Stored data

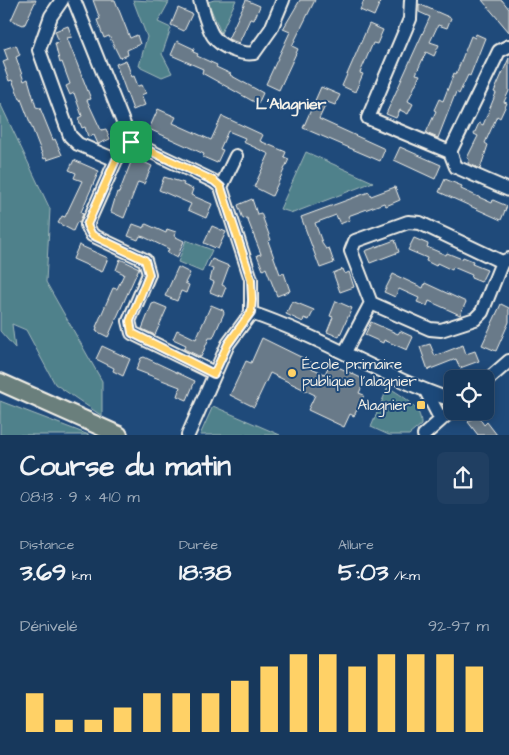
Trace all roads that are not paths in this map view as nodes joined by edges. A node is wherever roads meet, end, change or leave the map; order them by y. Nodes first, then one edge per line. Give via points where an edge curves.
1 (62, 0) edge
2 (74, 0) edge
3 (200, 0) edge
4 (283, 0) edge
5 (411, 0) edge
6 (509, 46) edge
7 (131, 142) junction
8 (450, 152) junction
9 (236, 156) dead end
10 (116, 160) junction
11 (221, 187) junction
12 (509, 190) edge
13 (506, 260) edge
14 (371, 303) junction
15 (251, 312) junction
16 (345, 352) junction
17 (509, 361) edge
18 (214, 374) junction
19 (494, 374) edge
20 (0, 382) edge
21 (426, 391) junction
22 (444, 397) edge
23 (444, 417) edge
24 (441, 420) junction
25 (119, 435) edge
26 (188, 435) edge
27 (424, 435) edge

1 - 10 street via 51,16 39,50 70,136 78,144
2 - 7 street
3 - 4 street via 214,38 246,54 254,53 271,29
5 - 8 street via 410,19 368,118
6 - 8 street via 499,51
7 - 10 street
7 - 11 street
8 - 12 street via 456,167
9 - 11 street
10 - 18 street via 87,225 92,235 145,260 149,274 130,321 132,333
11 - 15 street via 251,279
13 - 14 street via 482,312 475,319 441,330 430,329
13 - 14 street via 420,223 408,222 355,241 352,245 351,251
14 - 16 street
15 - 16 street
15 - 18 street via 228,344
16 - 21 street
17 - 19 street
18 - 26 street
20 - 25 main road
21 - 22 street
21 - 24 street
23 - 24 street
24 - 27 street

Work item
Pictures are not part of the copy. Restate everything else in the listing word for word.

Exercise result
Trace all roads that are not paths in this map view as nodes joined by edges. A node is wherever roads meet, end, change or leave the map; order them by y. Nodes first, then one edge per line. Give via points where an edge curves.
1 (62, 0) edge
2 (74, 0) edge
3 (200, 0) edge
4 (283, 0) edge
5 (411, 0) edge
6 (509, 46) edge
7 (131, 142) junction
8 (450, 152) junction
9 (236, 156) dead end
10 (116, 160) junction
11 (221, 187) junction
12 (509, 190) edge
13 (506, 260) edge
14 (371, 303) junction
15 (251, 312) junction
16 (345, 352) junction
17 (509, 361) edge
18 (214, 374) junction
19 (494, 374) edge
20 (0, 382) edge
21 (426, 391) junction
22 (444, 397) edge
23 (444, 417) edge
24 (441, 420) junction
25 (119, 435) edge
26 (188, 435) edge
27 (424, 435) edge

1 - 10 street via 51,16 39,50 70,136 78,144
2 - 7 street
3 - 4 street via 214,38 246,54 254,53 271,29
5 - 8 street via 410,19 368,118
6 - 8 street via 499,51
7 - 10 street
7 - 11 street
8 - 12 street via 456,167
9 - 11 street
10 - 18 street via 87,225 92,235 145,260 149,274 130,321 132,333
11 - 15 street via 251,279
13 - 14 street via 482,312 475,319 441,330 430,329
13 - 14 street via 420,223 408,222 355,241 352,245 351,251
14 - 16 street
15 - 16 street
15 - 18 street via 228,344
16 - 21 street
17 - 19 street
18 - 26 street
20 - 25 main road
21 - 22 street
21 - 24 street
23 - 24 street
24 - 27 street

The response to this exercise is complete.